▶ _What is required_: Down to the last line, repeat the records exactly.

▶ _Source information_:

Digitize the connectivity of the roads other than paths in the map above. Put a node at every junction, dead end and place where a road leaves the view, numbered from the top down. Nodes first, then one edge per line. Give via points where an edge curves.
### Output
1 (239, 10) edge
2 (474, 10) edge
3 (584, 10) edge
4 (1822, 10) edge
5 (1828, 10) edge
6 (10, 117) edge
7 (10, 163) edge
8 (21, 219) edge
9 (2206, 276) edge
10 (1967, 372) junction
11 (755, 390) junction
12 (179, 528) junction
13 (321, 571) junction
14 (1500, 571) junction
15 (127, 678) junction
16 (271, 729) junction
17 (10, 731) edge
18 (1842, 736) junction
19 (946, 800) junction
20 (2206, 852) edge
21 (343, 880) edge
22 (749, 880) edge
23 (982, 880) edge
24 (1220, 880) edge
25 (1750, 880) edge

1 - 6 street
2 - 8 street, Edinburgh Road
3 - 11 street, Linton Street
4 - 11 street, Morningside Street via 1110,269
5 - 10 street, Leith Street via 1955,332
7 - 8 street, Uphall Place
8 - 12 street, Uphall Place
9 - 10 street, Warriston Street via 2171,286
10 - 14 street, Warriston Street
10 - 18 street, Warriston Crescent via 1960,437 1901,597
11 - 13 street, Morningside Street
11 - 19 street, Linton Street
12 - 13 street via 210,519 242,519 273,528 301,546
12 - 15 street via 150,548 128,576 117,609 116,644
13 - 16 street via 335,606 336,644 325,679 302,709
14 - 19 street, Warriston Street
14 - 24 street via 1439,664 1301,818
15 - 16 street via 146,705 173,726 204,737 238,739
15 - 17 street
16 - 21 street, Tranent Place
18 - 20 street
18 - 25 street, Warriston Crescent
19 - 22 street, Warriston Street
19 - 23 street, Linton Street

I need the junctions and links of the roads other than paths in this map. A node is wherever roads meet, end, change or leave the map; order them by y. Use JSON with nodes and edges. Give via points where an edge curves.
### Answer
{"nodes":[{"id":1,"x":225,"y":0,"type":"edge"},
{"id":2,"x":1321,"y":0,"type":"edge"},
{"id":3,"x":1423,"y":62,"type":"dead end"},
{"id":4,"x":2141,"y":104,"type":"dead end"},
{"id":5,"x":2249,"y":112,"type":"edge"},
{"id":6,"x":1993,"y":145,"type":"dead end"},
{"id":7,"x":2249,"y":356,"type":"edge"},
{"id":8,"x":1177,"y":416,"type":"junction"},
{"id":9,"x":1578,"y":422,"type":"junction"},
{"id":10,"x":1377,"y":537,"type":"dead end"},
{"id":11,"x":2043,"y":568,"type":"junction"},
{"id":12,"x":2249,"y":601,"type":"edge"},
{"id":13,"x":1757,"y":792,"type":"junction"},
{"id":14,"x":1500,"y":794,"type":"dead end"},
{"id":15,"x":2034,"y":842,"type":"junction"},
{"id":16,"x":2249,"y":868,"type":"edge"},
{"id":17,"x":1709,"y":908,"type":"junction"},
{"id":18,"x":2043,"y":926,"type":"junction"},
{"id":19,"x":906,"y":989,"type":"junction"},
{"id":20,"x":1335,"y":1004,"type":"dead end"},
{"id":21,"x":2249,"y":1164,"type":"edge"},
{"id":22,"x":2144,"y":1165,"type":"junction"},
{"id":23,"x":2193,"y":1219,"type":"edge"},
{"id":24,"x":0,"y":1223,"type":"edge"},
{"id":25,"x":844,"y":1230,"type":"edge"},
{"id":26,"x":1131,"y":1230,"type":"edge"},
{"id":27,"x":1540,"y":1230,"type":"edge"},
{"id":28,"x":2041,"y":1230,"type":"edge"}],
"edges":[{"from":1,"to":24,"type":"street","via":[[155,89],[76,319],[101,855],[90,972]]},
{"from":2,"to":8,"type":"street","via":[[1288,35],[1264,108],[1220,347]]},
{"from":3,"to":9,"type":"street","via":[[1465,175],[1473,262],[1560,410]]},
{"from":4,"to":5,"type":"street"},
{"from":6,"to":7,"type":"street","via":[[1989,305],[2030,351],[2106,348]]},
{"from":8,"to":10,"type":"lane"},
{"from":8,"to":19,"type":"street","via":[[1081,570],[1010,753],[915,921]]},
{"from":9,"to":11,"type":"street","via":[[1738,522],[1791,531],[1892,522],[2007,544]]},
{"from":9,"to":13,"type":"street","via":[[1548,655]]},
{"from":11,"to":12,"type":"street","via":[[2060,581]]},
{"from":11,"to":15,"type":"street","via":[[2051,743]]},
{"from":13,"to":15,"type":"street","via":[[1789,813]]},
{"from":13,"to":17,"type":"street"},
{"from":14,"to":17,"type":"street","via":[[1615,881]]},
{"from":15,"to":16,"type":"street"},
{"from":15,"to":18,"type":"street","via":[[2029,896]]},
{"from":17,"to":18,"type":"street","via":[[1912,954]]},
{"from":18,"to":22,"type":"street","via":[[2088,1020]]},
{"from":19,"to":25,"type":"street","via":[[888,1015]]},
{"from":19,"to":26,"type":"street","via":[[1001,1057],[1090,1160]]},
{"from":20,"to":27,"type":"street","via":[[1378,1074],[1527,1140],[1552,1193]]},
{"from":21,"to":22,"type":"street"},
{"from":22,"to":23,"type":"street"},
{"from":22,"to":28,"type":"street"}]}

▶ _Your solution_:
Digitize the connectivity of the roads other than paths in the map above. Put a node at every junction, dead end and place where a road leaves the view, numbered from the top down. Nodes first, then one edge per line. Give via points where an edge curves.
### Output
1 (239, 10) edge
2 (474, 10) edge
3 (584, 10) edge
4 (1822, 10) edge
5 (1828, 10) edge
6 (10, 117) edge
7 (10, 163) edge
8 (21, 219) edge
9 (2206, 276) edge
10 (1967, 372) junction
11 (755, 390) junction
12 (179, 528) junction
13 (321, 571) junction
14 (1500, 571) junction
15 (127, 678) junction
16 (271, 729) junction
17 (10, 731) edge
18 (1842, 736) junction
19 (946, 800) junction
20 (2206, 852) edge
21 (343, 880) edge
22 (749, 880) edge
23 (982, 880) edge
24 (1220, 880) edge
25 (1750, 880) edge

1 - 6 street
2 - 8 street, Edinburgh Road
3 - 11 street, Linton Street
4 - 11 street, Morningside Street via 1110,269
5 - 10 street, Leith Street via 1955,332
7 - 8 street, Uphall Place
8 - 12 street, Uphall Place
9 - 10 street, Warriston Street via 2171,286
10 - 14 street, Warriston Street
10 - 18 street, Warriston Crescent via 1960,437 1901,597
11 - 13 street, Morningside Street
11 - 19 street, Linton Street
12 - 13 street via 210,519 242,519 273,528 301,546
12 - 15 street via 150,548 128,576 117,609 116,644
13 - 16 street via 335,606 336,644 325,679 302,709
14 - 19 street, Warriston Street
14 - 24 street via 1439,664 1301,818
15 - 16 street via 146,705 173,726 204,737 238,739
15 - 17 street
16 - 21 street, Tranent Place
18 - 20 street
18 - 25 street, Warriston Crescent
19 - 22 street, Warriston Street
19 - 23 street, Linton Street

I need the junctions and links of the roads other than paths in this map. A node is wherever roads meet, end, change or leave the map; order them by y. Use JSON with nodes and edges. Give via points where an edge curves.
### Answer
{"nodes":[{"id":1,"x":225,"y":0,"type":"edge"},
{"id":2,"x":1321,"y":0,"type":"edge"},
{"id":3,"x":1423,"y":62,"type":"dead end"},
{"id":4,"x":2141,"y":104,"type":"dead end"},
{"id":5,"x":2249,"y":112,"type":"edge"},
{"id":6,"x":1993,"y":145,"type":"dead end"},
{"id":7,"x":2249,"y":356,"type":"edge"},
{"id":8,"x":1177,"y":416,"type":"junction"},
{"id":9,"x":1578,"y":422,"type":"junction"},
{"id":10,"x":1377,"y":537,"type":"dead end"},
{"id":11,"x":2043,"y":568,"type":"junction"},
{"id":12,"x":2249,"y":601,"type":"edge"},
{"id":13,"x":1757,"y":792,"type":"junction"},
{"id":14,"x":1500,"y":794,"type":"dead end"},
{"id":15,"x":2034,"y":842,"type":"junction"},
{"id":16,"x":2249,"y":868,"type":"edge"},
{"id":17,"x":1709,"y":908,"type":"junction"},
{"id":18,"x":2043,"y":926,"type":"junction"},
{"id":19,"x":906,"y":989,"type":"junction"},
{"id":20,"x":1335,"y":1004,"type":"dead end"},
{"id":21,"x":2249,"y":1164,"type":"edge"},
{"id":22,"x":2144,"y":1165,"type":"junction"},
{"id":23,"x":2193,"y":1219,"type":"edge"},
{"id":24,"x":0,"y":1223,"type":"edge"},
{"id":25,"x":844,"y":1230,"type":"edge"},
{"id":26,"x":1131,"y":1230,"type":"edge"},
{"id":27,"x":1540,"y":1230,"type":"edge"},
{"id":28,"x":2041,"y":1230,"type":"edge"}],
"edges":[{"from":1,"to":24,"type":"street","via":[[155,89],[76,319],[101,855],[90,972]]},
{"from":2,"to":8,"type":"street","via":[[1288,35],[1264,108],[1220,347]]},
{"from":3,"to":9,"type":"street","via":[[1465,175],[1473,262],[1560,410]]},
{"from":4,"to":5,"type":"street"},
{"from":6,"to":7,"type":"street","via":[[1989,305],[2030,351],[2106,348]]},
{"from":8,"to":10,"type":"lane"},
{"from":8,"to":19,"type":"street","via":[[1081,570],[1010,753],[915,921]]},
{"from":9,"to":11,"type":"street","via":[[1738,522],[1791,531],[1892,522],[2007,544]]},
{"from":9,"to":13,"type":"street","via":[[1548,655]]},
{"from":11,"to":12,"type":"street","via":[[2060,581]]},
{"from":11,"to":15,"type":"street","via":[[2051,743]]},
{"from":13,"to":15,"type":"street","via":[[1789,813]]},
{"from":13,"to":17,"type":"street"},
{"from":14,"to":17,"type":"street","via":[[1615,881]]},
{"from":15,"to":16,"type":"street"},
{"from":15,"to":18,"type":"street","via":[[2029,896]]},
{"from":17,"to":18,"type":"street","via":[[1912,954]]},
{"from":18,"to":22,"type":"street","via":[[2088,1020]]},
{"from":19,"to":25,"type":"street","via":[[888,1015]]},
{"from":19,"to":26,"type":"street","via":[[1001,1057],[1090,1160]]},
{"from":20,"to":27,"type":"street","via":[[1378,1074],[1527,1140],[1552,1193]]},
{"from":21,"to":22,"type":"street"},
{"from":22,"to":23,"type":"street"},
{"from":22,"to":28,"type":"street"}]}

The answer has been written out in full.